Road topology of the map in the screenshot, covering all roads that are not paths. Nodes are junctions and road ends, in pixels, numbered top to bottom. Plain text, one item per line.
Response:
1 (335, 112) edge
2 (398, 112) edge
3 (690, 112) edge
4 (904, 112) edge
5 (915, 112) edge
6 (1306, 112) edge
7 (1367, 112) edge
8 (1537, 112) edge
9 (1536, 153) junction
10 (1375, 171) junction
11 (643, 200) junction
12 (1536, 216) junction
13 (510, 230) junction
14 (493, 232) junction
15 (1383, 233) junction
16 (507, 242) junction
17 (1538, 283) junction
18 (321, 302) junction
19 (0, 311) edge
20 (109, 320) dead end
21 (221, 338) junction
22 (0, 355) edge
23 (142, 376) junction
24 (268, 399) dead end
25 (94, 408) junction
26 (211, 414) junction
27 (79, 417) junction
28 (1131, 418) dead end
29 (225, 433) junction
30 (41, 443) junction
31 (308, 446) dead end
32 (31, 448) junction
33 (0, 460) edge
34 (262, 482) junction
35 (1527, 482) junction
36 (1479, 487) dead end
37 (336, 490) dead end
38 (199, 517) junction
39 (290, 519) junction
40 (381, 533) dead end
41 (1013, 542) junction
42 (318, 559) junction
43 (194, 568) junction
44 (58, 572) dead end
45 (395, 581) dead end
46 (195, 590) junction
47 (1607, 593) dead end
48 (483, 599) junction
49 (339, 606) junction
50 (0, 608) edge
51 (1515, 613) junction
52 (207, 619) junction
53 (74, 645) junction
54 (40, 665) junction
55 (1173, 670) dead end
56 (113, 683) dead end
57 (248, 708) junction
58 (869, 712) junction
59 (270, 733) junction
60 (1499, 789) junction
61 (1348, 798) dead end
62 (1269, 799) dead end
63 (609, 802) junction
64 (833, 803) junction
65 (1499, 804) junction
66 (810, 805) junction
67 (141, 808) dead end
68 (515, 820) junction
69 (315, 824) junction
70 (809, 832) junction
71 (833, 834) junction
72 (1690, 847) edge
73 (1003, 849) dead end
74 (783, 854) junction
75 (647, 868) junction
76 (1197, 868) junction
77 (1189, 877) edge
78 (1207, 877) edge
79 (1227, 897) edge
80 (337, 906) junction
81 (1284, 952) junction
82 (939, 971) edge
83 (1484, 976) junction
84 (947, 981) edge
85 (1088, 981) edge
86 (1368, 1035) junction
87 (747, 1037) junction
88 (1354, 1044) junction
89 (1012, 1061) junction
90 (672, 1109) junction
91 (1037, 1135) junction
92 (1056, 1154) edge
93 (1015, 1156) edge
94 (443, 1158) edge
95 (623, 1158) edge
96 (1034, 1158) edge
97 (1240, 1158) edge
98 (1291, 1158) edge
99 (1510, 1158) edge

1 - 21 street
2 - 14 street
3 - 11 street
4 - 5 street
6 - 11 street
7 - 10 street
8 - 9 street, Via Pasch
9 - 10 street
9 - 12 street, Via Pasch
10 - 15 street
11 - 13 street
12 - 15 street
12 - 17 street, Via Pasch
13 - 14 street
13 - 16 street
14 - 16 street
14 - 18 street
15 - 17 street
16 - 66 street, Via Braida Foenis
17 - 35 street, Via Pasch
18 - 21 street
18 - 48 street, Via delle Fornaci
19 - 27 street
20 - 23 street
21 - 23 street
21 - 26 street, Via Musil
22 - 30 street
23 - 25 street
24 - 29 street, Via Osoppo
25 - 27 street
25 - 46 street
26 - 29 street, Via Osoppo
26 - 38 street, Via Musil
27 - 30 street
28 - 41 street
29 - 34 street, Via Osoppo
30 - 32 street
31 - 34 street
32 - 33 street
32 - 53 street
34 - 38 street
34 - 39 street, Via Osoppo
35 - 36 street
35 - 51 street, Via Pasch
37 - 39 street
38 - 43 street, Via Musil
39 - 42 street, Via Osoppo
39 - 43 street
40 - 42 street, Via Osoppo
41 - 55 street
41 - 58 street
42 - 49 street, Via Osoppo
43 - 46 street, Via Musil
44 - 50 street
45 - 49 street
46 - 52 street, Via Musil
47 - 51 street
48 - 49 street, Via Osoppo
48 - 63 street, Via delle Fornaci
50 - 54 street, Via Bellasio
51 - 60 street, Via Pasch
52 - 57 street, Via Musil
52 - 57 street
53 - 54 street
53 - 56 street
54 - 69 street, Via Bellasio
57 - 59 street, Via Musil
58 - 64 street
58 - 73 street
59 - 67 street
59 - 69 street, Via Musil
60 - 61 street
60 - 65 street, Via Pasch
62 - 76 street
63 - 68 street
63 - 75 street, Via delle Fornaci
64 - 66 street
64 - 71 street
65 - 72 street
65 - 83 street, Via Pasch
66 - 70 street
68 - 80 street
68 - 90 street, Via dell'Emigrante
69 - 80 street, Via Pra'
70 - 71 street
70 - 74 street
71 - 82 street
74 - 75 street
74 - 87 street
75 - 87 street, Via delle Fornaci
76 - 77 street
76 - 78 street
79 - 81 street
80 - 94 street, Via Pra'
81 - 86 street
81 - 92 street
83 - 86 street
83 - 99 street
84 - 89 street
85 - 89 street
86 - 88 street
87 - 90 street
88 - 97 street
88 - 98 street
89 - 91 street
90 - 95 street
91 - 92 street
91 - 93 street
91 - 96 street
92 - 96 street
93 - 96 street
○ ○ ○ ○
Reproduce the whole listing above, word for word.

Road topology of the map in the screenshot, covering all roads that are not paths. Nodes are junctions and road ends, in pixels, numbered top to bottom. Plain text, one item per line.
Response:
1 (335, 112) edge
2 (398, 112) edge
3 (690, 112) edge
4 (904, 112) edge
5 (915, 112) edge
6 (1306, 112) edge
7 (1367, 112) edge
8 (1537, 112) edge
9 (1536, 153) junction
10 (1375, 171) junction
11 (643, 200) junction
12 (1536, 216) junction
13 (510, 230) junction
14 (493, 232) junction
15 (1383, 233) junction
16 (507, 242) junction
17 (1538, 283) junction
18 (321, 302) junction
19 (0, 311) edge
20 (109, 320) dead end
21 (221, 338) junction
22 (0, 355) edge
23 (142, 376) junction
24 (268, 399) dead end
25 (94, 408) junction
26 (211, 414) junction
27 (79, 417) junction
28 (1131, 418) dead end
29 (225, 433) junction
30 (41, 443) junction
31 (308, 446) dead end
32 (31, 448) junction
33 (0, 460) edge
34 (262, 482) junction
35 (1527, 482) junction
36 (1479, 487) dead end
37 (336, 490) dead end
38 (199, 517) junction
39 (290, 519) junction
40 (381, 533) dead end
41 (1013, 542) junction
42 (318, 559) junction
43 (194, 568) junction
44 (58, 572) dead end
45 (395, 581) dead end
46 (195, 590) junction
47 (1607, 593) dead end
48 (483, 599) junction
49 (339, 606) junction
50 (0, 608) edge
51 (1515, 613) junction
52 (207, 619) junction
53 (74, 645) junction
54 (40, 665) junction
55 (1173, 670) dead end
56 (113, 683) dead end
57 (248, 708) junction
58 (869, 712) junction
59 (270, 733) junction
60 (1499, 789) junction
61 (1348, 798) dead end
62 (1269, 799) dead end
63 (609, 802) junction
64 (833, 803) junction
65 (1499, 804) junction
66 (810, 805) junction
67 (141, 808) dead end
68 (515, 820) junction
69 (315, 824) junction
70 (809, 832) junction
71 (833, 834) junction
72 (1690, 847) edge
73 (1003, 849) dead end
74 (783, 854) junction
75 (647, 868) junction
76 (1197, 868) junction
77 (1189, 877) edge
78 (1207, 877) edge
79 (1227, 897) edge
80 (337, 906) junction
81 (1284, 952) junction
82 (939, 971) edge
83 (1484, 976) junction
84 (947, 981) edge
85 (1088, 981) edge
86 (1368, 1035) junction
87 (747, 1037) junction
88 (1354, 1044) junction
89 (1012, 1061) junction
90 (672, 1109) junction
91 (1037, 1135) junction
92 (1056, 1154) edge
93 (1015, 1156) edge
94 (443, 1158) edge
95 (623, 1158) edge
96 (1034, 1158) edge
97 (1240, 1158) edge
98 (1291, 1158) edge
99 (1510, 1158) edge

1 - 21 street
2 - 14 street
3 - 11 street
4 - 5 street
6 - 11 street
7 - 10 street
8 - 9 street, Via Pasch
9 - 10 street
9 - 12 street, Via Pasch
10 - 15 street
11 - 13 street
12 - 15 street
12 - 17 street, Via Pasch
13 - 14 street
13 - 16 street
14 - 16 street
14 - 18 street
15 - 17 street
16 - 66 street, Via Braida Foenis
17 - 35 street, Via Pasch
18 - 21 street
18 - 48 street, Via delle Fornaci
19 - 27 street
20 - 23 street
21 - 23 street
21 - 26 street, Via Musil
22 - 30 street
23 - 25 street
24 - 29 street, Via Osoppo
25 - 27 street
25 - 46 street
26 - 29 street, Via Osoppo
26 - 38 street, Via Musil
27 - 30 street
28 - 41 street
29 - 34 street, Via Osoppo
30 - 32 street
31 - 34 street
32 - 33 street
32 - 53 street
34 - 38 street
34 - 39 street, Via Osoppo
35 - 36 street
35 - 51 street, Via Pasch
37 - 39 street
38 - 43 street, Via Musil
39 - 42 street, Via Osoppo
39 - 43 street
40 - 42 street, Via Osoppo
41 - 55 street
41 - 58 street
42 - 49 street, Via Osoppo
43 - 46 street, Via Musil
44 - 50 street
45 - 49 street
46 - 52 street, Via Musil
47 - 51 street
48 - 49 street, Via Osoppo
48 - 63 street, Via delle Fornaci
50 - 54 street, Via Bellasio
51 - 60 street, Via Pasch
52 - 57 street, Via Musil
52 - 57 street
53 - 54 street
53 - 56 street
54 - 69 street, Via Bellasio
57 - 59 street, Via Musil
58 - 64 street
58 - 73 street
59 - 67 street
59 - 69 street, Via Musil
60 - 61 street
60 - 65 street, Via Pasch
62 - 76 street
63 - 68 street
63 - 75 street, Via delle Fornaci
64 - 66 street
64 - 71 street
65 - 72 street
65 - 83 street, Via Pasch
66 - 70 street
68 - 80 street
68 - 90 street, Via dell'Emigrante
69 - 80 street, Via Pra'
70 - 71 street
70 - 74 street
71 - 82 street
74 - 75 street
74 - 87 street
75 - 87 street, Via delle Fornaci
76 - 77 street
76 - 78 street
79 - 81 street
80 - 94 street, Via Pra'
81 - 86 street
81 - 92 street
83 - 86 street
83 - 99 street
84 - 89 street
85 - 89 street
86 - 88 street
87 - 90 street
88 - 97 street
88 - 98 street
89 - 91 street
90 - 95 street
91 - 92 street
91 - 93 street
91 - 96 street
92 - 96 street
93 - 96 street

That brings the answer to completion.